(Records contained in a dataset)
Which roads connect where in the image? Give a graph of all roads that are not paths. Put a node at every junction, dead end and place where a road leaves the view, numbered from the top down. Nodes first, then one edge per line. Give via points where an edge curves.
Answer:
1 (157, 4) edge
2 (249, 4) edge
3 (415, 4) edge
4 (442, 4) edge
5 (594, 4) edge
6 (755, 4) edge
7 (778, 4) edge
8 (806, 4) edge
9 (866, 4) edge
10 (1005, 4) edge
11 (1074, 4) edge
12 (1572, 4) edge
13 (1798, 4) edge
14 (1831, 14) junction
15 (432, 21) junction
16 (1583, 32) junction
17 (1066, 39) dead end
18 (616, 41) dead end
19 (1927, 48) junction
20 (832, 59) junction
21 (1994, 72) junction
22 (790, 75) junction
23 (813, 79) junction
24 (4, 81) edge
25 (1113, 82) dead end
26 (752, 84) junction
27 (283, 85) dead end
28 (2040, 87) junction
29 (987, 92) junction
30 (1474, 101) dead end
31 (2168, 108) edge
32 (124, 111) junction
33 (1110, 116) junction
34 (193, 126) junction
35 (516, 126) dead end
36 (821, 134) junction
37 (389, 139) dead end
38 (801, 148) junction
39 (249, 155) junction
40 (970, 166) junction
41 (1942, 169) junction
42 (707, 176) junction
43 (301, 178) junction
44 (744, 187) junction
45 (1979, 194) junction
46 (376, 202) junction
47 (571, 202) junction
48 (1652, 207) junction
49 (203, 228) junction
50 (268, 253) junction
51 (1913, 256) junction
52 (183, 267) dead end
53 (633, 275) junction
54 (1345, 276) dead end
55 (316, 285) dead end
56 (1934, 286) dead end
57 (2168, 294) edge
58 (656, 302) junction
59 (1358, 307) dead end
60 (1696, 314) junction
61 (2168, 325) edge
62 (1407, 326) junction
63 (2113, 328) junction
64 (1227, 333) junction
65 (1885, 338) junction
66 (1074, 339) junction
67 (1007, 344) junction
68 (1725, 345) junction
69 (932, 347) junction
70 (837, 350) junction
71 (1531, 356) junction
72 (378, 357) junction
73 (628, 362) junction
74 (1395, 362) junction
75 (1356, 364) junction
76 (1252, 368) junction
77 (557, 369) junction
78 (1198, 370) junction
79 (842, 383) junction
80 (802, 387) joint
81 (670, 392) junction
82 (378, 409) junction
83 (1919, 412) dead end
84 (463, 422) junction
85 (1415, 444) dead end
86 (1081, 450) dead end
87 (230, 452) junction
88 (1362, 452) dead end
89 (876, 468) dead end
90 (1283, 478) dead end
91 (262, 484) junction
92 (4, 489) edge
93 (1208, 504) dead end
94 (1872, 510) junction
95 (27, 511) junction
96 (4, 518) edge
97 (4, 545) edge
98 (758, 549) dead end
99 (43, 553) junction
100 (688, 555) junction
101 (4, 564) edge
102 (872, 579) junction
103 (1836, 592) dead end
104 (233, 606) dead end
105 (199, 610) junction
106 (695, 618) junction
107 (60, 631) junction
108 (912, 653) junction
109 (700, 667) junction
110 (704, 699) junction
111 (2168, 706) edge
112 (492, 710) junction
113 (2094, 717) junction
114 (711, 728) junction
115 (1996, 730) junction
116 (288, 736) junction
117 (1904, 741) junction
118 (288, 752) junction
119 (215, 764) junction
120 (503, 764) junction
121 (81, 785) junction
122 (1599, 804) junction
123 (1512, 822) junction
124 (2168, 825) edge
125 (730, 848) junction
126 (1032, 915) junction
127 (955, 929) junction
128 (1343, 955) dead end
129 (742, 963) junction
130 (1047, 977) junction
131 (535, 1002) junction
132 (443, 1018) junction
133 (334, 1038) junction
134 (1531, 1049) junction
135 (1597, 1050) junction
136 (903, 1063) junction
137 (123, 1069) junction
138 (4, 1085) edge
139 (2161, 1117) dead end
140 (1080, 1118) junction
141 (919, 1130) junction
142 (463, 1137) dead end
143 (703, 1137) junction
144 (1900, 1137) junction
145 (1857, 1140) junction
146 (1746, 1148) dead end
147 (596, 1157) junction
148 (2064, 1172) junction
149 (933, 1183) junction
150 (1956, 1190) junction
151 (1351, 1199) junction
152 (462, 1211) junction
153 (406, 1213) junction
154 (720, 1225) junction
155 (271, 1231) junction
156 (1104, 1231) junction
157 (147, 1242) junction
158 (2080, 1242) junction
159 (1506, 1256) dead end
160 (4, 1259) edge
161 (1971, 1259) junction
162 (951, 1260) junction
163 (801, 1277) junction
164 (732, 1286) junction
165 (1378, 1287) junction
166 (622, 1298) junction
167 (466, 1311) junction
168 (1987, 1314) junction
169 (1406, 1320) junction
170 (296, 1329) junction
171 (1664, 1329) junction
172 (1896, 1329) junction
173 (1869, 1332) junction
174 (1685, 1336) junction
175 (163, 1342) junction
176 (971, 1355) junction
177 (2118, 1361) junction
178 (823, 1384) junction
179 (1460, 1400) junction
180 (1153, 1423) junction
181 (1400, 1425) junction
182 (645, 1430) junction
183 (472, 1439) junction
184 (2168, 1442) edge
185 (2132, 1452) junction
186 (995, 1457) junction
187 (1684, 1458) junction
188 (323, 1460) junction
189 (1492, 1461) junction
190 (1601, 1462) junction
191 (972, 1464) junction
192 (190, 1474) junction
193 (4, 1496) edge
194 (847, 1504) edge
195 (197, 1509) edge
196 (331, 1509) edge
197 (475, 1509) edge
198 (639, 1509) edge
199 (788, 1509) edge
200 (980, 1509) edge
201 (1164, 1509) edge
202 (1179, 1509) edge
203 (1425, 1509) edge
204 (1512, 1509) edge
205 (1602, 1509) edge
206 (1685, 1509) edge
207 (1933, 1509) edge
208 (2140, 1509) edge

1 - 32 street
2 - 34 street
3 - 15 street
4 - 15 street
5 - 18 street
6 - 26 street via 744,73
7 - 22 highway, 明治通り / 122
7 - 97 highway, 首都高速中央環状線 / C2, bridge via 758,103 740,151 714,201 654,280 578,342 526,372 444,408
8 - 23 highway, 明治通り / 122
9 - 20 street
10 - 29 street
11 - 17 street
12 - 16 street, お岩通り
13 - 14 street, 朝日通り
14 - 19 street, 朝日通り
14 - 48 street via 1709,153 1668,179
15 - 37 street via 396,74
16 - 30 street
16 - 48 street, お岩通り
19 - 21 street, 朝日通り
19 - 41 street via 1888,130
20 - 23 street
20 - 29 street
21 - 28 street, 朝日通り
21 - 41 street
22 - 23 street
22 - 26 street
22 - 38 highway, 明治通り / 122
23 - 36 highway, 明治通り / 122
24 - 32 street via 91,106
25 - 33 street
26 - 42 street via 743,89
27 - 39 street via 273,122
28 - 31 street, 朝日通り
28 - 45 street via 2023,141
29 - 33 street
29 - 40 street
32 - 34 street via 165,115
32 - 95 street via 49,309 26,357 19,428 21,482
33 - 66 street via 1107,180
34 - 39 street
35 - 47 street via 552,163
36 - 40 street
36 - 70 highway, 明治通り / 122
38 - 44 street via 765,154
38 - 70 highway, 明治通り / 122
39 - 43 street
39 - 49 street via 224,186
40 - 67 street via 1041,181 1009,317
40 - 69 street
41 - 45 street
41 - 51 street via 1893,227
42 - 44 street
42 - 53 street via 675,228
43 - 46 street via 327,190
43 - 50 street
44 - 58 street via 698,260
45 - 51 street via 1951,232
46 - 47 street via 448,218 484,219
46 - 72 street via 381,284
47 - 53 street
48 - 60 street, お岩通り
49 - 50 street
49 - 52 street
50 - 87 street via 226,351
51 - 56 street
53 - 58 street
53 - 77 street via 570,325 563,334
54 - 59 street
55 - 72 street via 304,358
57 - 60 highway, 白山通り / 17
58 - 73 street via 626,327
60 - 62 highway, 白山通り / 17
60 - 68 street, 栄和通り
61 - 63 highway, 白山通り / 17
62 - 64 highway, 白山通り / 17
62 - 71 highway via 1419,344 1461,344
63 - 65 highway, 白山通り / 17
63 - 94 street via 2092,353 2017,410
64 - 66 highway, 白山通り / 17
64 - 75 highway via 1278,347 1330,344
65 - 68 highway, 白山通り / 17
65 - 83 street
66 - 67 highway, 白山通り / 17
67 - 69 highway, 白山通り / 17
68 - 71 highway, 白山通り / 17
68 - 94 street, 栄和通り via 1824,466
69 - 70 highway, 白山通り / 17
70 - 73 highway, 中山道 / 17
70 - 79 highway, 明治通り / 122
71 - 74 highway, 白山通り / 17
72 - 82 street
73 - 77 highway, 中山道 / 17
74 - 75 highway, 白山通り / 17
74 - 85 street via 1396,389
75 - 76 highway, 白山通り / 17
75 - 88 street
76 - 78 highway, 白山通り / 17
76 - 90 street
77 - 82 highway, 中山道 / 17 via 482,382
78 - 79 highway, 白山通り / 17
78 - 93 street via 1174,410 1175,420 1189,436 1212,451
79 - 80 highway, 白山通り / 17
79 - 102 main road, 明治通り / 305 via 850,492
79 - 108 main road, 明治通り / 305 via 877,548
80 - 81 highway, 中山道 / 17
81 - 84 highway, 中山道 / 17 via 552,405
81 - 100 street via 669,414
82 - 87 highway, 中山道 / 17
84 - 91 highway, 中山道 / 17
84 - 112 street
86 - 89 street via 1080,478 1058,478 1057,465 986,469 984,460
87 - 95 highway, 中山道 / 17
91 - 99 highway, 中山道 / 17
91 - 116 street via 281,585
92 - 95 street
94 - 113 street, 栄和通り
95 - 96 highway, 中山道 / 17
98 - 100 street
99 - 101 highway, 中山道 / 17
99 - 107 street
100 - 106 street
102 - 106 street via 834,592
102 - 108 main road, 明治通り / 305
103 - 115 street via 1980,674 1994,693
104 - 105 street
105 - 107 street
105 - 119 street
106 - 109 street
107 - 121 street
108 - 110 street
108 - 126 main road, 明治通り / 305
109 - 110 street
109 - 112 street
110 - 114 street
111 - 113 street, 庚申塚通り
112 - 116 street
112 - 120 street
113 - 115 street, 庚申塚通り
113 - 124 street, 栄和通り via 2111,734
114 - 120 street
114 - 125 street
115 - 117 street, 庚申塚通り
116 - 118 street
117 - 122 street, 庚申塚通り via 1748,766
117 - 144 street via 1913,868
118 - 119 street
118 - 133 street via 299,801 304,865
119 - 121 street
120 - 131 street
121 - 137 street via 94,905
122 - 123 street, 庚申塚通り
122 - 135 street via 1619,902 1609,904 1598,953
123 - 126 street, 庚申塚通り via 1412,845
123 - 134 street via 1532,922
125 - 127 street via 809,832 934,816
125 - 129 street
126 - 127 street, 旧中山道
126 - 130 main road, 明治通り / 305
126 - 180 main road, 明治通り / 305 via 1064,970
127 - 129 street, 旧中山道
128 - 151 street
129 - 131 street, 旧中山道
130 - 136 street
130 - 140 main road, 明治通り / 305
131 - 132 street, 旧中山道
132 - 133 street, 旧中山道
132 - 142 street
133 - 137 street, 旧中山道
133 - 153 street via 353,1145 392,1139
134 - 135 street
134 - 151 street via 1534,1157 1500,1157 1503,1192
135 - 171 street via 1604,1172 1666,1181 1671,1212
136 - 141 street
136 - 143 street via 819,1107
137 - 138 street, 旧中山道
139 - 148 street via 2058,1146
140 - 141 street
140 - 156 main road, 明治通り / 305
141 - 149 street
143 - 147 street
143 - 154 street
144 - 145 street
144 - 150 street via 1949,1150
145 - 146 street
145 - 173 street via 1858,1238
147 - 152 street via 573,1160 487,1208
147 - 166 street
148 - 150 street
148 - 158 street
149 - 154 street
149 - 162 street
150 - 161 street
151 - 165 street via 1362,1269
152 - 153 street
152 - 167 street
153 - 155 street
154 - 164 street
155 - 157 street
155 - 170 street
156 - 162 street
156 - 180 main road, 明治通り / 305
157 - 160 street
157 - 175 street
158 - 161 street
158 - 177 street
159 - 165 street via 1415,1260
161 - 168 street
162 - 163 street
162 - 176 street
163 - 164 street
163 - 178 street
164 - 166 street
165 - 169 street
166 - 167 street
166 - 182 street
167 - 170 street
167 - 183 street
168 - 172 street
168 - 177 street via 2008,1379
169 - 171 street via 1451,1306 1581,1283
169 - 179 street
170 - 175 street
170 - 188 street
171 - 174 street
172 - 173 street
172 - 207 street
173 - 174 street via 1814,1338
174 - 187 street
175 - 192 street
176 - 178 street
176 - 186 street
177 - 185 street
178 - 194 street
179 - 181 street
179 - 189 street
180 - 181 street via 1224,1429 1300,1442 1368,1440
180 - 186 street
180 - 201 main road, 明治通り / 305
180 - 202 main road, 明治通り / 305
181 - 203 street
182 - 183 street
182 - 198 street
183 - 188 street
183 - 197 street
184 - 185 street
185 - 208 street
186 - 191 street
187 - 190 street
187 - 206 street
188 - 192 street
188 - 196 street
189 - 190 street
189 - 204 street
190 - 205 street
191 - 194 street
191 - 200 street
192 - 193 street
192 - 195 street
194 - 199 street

• [ASSIGNMENT] Look for the word "朝日通り". Copy out every line of the data that has it.

• [OUTPUT OF THE TASK]
13 - 14 street, 朝日通り
14 - 19 street, 朝日通り
19 - 21 street, 朝日通り
21 - 28 street, 朝日通り
28 - 31 street, 朝日通り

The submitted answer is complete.